1.55 is back where it should be in the medium term. This has a similar story to the GBPJPY, haven currency and Temporary sterling softness. SNB will be dovish over the next year, more so in the likelihood of the ECB having to ease further. As for the BOE, the UK economy is technically strong. Aside from inflation being flat (a large contribution of which is the price of hydrocarbons), employment is solid, retail and growth are solid. Markets are pricing in no raise in rates until Feb 2017, but I believe they are wrong and that we could start to see a move towards the latter half of 2015. This pair is solid.

There, I have done my duty and informed everyone of my plans and why I have taken those plans. Now it is down to all of you as adults to make an informed decision to either stick with these plans or cancel. Whatever you do, nobody will judge you, after all it is your money. With that said, I can get back to my holiday. I wish you all an advanced Merry Christmas, A happy new year and I hope to see many (if not all) of you on Jan 4th 2016 to begin our two year journey. At least next year we all take the first step together so we wont have such a great divide in between our gains (or losses for those who joined in December). Thanks for your time,



  1. Mo Merry Christmas and happy New Year! (in advanced)
    Just one comment: I still beliveing you.

    About the opens trades, if every thing go as we expected you´ll make money for us. If not we will lose some, but every ones should know the risks ( it is a part of the game), and you are able to recover (your statics can prove it).
    Anyway I am sure you are doing your best for us (this post during your hollidays prove it).
    Take a rest and relax, we´ll see next year!


  2. Hello again Mo, you couldnt resist coming for a little holiday visit to your community 🙂

    Thanks a lot for your comments, I will strictly follow you in good and bad. Earlier I just traded on one platform, you have got me started with many new ones and that is so exiting. I am now also joining you in hotforex.

    Looking forward to an exciting 2016! Earlier i always was looking forward to the weekend to get a break from work and everything, now Im always so exciting and cant wait for the weekend to end and the marked to open again so we can do some trading 😀

    Happy holliday and see you on the other side, 2016!

  3. Been trying to understand bond spread and the relationship with currency movements. It seems it is just a matter of time before the NZDUSD and GBPJPY start moving in the right direction.

  4. Hi Mo, thank you for your in depth update as always. I totally trust your judgement and hoping we see some profits, if it does go against us that’s Forex and the risk we take, if people don’t want to take the risk, bank the money you can’t afford to lose and take the 1-2% a year.
    Have a great relaxing break and stop worrying about the community, you well deserve your downtime.
    All the very best for Christmas and New year my friend.
    Looking forward to the 2016 journey on both platforms.

  5. Thank you for thinking about your copiers even though on holidays.

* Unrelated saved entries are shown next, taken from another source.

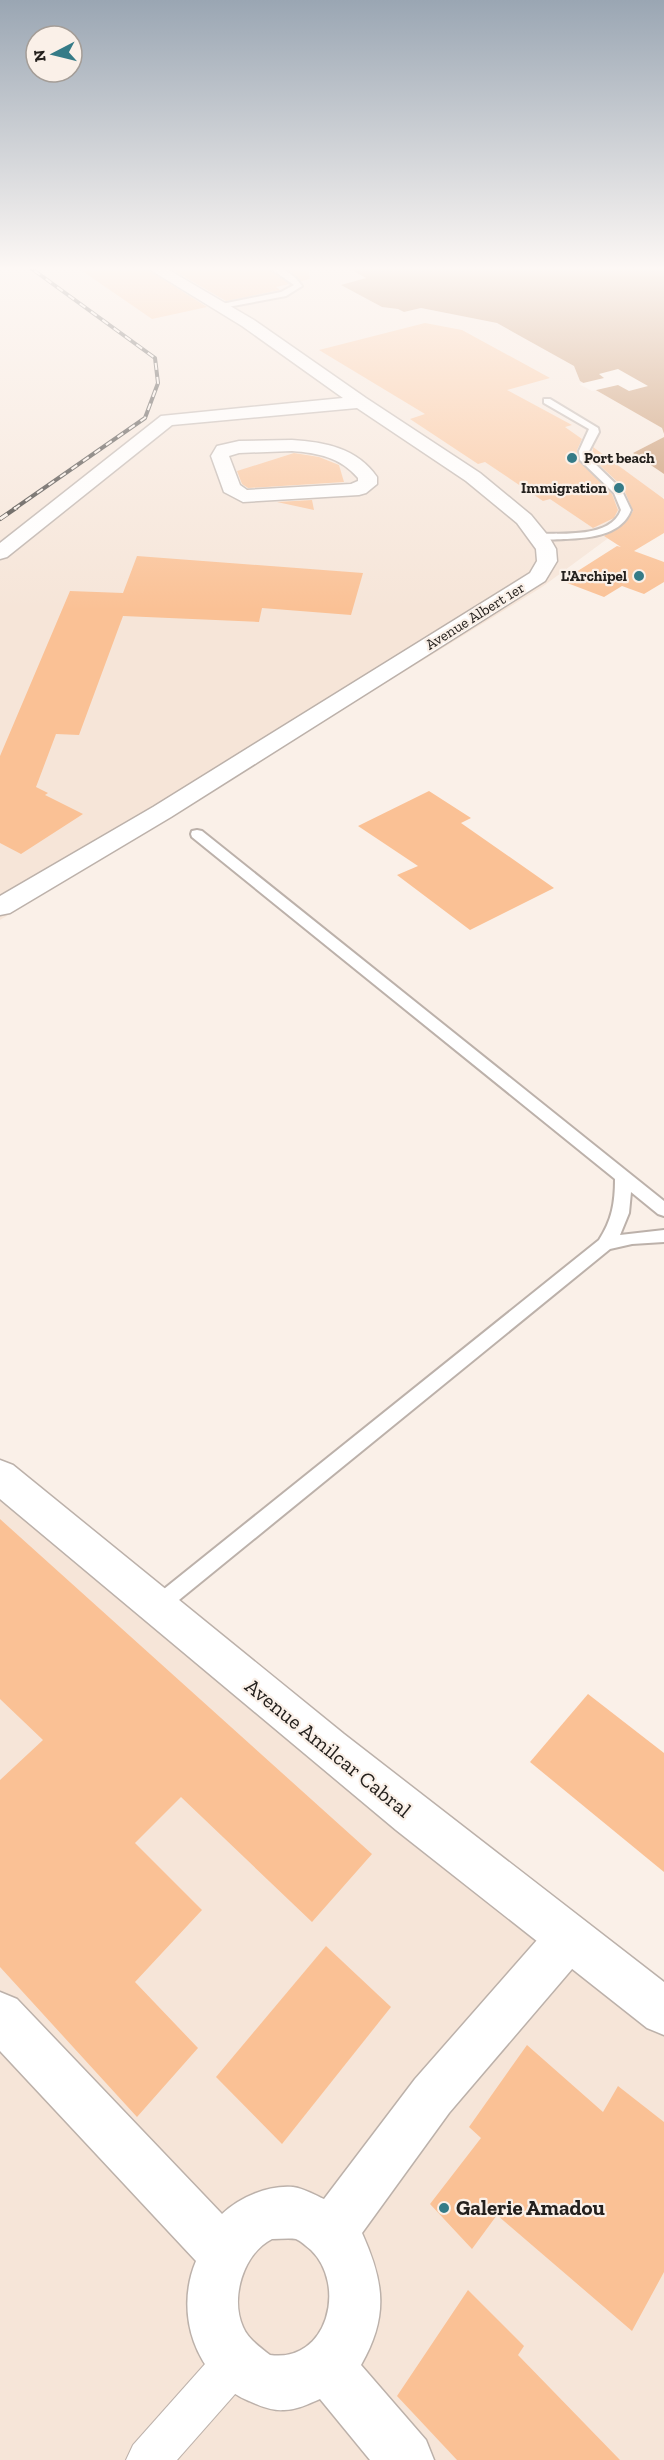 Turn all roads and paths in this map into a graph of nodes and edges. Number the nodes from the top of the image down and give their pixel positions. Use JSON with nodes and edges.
{"nodes":[{"id":1,"x":330,"y":381,"type":"edge"},
{"id":2,"x":547,"y":401,"type":"dead end"},
{"id":3,"x":360,"y":402,"type":"junction"},
{"id":4,"x":198,"y":416,"type":"junction"},
{"id":5,"x":239,"y":447,"type":"junction"},
{"id":6,"x":539,"y":537,"type":"junction"},
{"id":7,"x":0,"y":553,"type":"edge"},
{"id":8,"x":197,"y":834,"type":"dead end"},
{"id":9,"x":0,"y":907,"type":"edge"},
{"id":10,"x":623,"y":1177,"type":"junction"},
{"id":11,"x":664,"y":1210,"type":"edge"},
{"id":12,"x":664,"y":1236,"type":"edge"},
{"id":13,"x":605,"y":1244,"type":"junction"},
{"id":14,"x":0,"y":1476,"type":"edge"},
{"id":15,"x":156,"y":1607,"type":"junction"},
{"id":16,"x":568,"y":1939,"type":"junction"},
{"id":17,"x":664,"y":2011,"type":"edge"},
{"id":18,"x":0,"y":2016,"type":"edge"},
{"id":19,"x":330,"y":2234,"type":"junction"},
{"id":20,"x":224,"y":2253,"type":"junction"},
{"id":21,"x":236,"y":2361,"type":"junction"},
{"id":22,"x":327,"y":2366,"type":"junction"},
{"id":23,"x":148,"y":2460,"type":"edge"},
{"id":24,"x":406,"y":2460,"type":"edge"}],
"edges":[{"from":1,"to":3,"type":"street","name":"Avenue Albert 1er"},
{"from":2,"to":6,"type":"lane"},
{"from":3,"to":4,"type":"street"},
{"from":3,"to":6,"type":"street","name":"Avenue Albert 1er"},
{"from":4,"to":5,"type":"street"},
{"from":4,"to":7,"type":"street"},
{"from":5,"to":5,"type":"street"},
{"from":6,"to":9,"type":"street","name":"Avenue Albert 1er"},
{"from":8,"to":10,"type":"lane"},
{"from":10,"to":11,"type":"lane"},
{"from":10,"to":13,"type":"lane"},
{"from":12,"to":13,"type":"lane"},
{"from":13,"to":15,"type":"lane"},
{"from":14,"to":15,"type":"street","name":"Avenue Amilcar Cabral"},
{"from":15,"to":16,"type":"street","name":"Avenue Amilcar Cabral"},
{"from":16,"to":17,"type":"street","name":"Avenue Amilcar Cabral"},
{"from":16,"to":19,"type":"street"},
{"from":18,"to":20,"type":"street"},
{"from":19,"to":20,"type":"street"},
{"from":19,"to":22,"type":"street"},
{"from":20,"to":21,"type":"street"},
{"from":21,"to":22,"type":"street"},
{"from":21,"to":23,"type":"street"},
{"from":22,"to":24,"type":"street"}]} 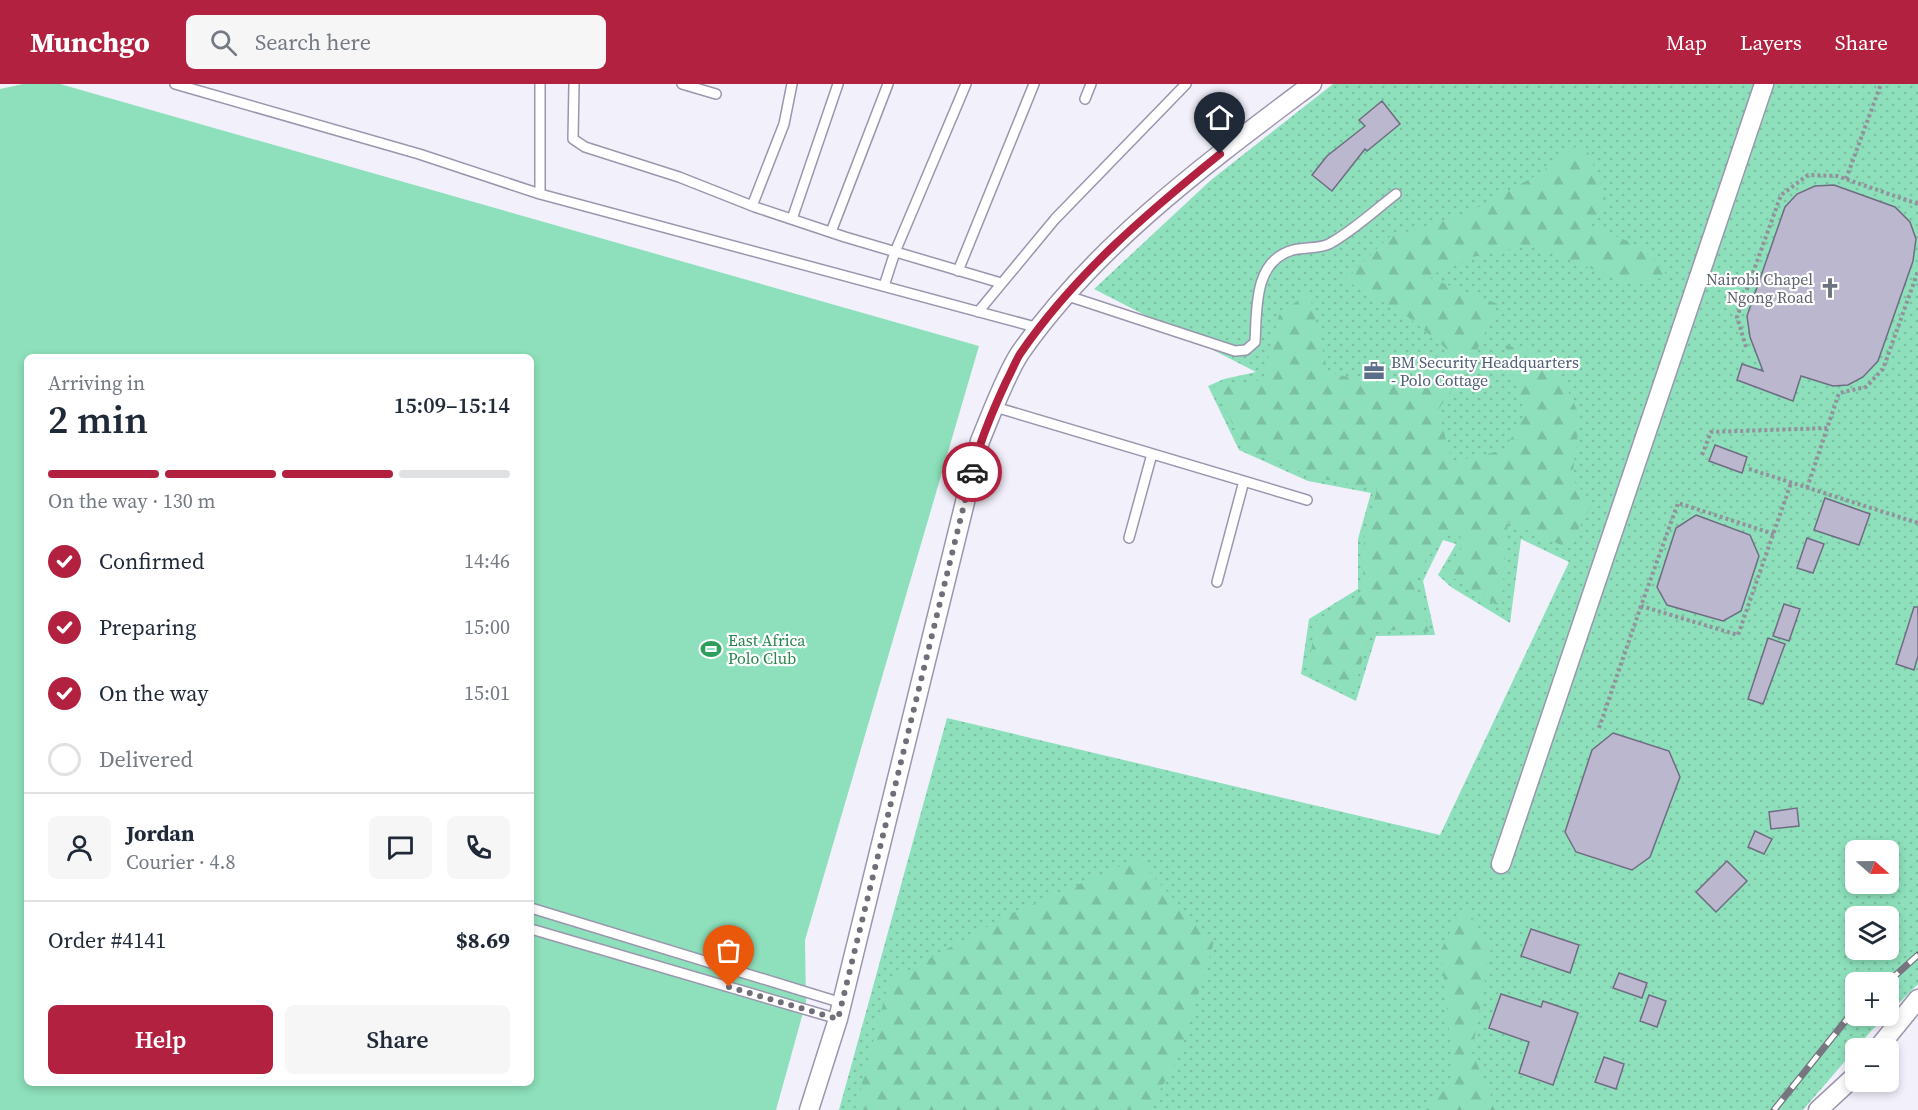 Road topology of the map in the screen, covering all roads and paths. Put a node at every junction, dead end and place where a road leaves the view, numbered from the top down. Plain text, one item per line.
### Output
1 (175, 84) edge
2 (540, 84) edge
3 (574, 84) edge
4 (682, 84) edge
5 (792, 84) edge
6 (838, 84) edge
7 (888, 84) edge
8 (966, 84) edge
9 (1034, 84) edge
10 (1091, 84) edge
11 (1186, 84) edge
12 (1312, 84) edge
13 (1764, 84) edge
14 (1881, 84) edge
15 (716, 94) dead end
16 (1085, 99) dead end
17 (1846, 179) junction
18 (540, 194) junction
19 (1396, 194) dead end
20 (1918, 204) edge
21 (752, 206) junction
22 (792, 219) junction
23 (831, 232) junction
24 (895, 252) junction
25 (958, 271) junction
26 (1918, 271) edge
27 (1001, 283) junction
28 (884, 286) junction
29 (1065, 295) junction
30 (978, 312) junction
31 (1040, 328) junction
32 (1746, 347) dead end
33 (994, 407) junction
34 (1828, 428) junction
35 (1152, 454) junction
36 (1702, 455) dead end
37 (1749, 469) dead end
38 (1244, 482) junction
39 (1791, 483) junction
40 (1808, 488) junction
41 (1307, 500) dead end
42 (1918, 523) edge
43 (1774, 534) junction
44 (1129, 538) dead end
45 (1217, 582) dead end
46 (1641, 606) junction
47 (1599, 728) dead end
48 (1502, 864) dead end
49 (534, 909) edge
50 (534, 930) edge
51 (1918, 999) edge
52 (840, 1011) junction
53 (1886, 1038) edge
54 (1845, 1086) edge
55 (812, 1109) edge
56 (1818, 1110) edge

1 - 18 lane
2 - 18 lane
3 - 21 lane
4 - 15 lane
5 - 21 lane
6 - 22 lane
7 - 23 lane
8 - 24 lane
9 - 25 lane
10 - 16 lane
11 - 27 lane
12 - 29 street
13 - 48 street
14 - 17 path
17 - 20 path
17 - 32 path
18 - 28 lane
19 - 29 lane
21 - 22 lane
22 - 23 lane
23 - 24 lane
24 - 25 lane
24 - 28 lane
25 - 27 lane
26 - 34 path
27 - 30 lane
28 - 30 lane
29 - 31 street
30 - 31 lane
31 - 33 street
33 - 35 lane
33 - 52 street
34 - 36 path
34 - 40 path
35 - 38 lane
35 - 44 lane
37 - 39 path
38 - 41 lane
38 - 45 lane
39 - 40 path
39 - 43 path
40 - 42 path
43 - 46 path
43 - 46 path
46 - 47 path
49 - 52 lane
50 - 52 lane
51 - 53 street
52 - 55 street
54 - 56 street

I really appreciate that. Enjoy your vacation and all the best for the next year!

    On a side note, I wish I understood more of what is displayed in the graphs. I see you have the currency pair price compared to a 2year bond price. Also, I see Fibonacci lines. I wish I knew what exactly you’re comparing, why and what these things mean and how you use the fib lines. But I guess I’m getting ahead of myself and in the future it will be all clear.

    All the best and see you soon,

  6. As always, a thorough update on why you made the decisions. While no summary will do justice to the hours you put behind the research, it’s always a pleasure to read about the reasons behind decisions made. I think I speak on the behalf of everyone when I say thank you for your hard work and thank you you for keeping us updated.

  7. Thanks for the heads up and the reassuring words. I for one will stick with you, as I want to learn more about trading and become more confident and independent. It seems to me that you will have great input for me to accomplish this goal and for that I thank you. Have a good time off and thanks again for your efforts!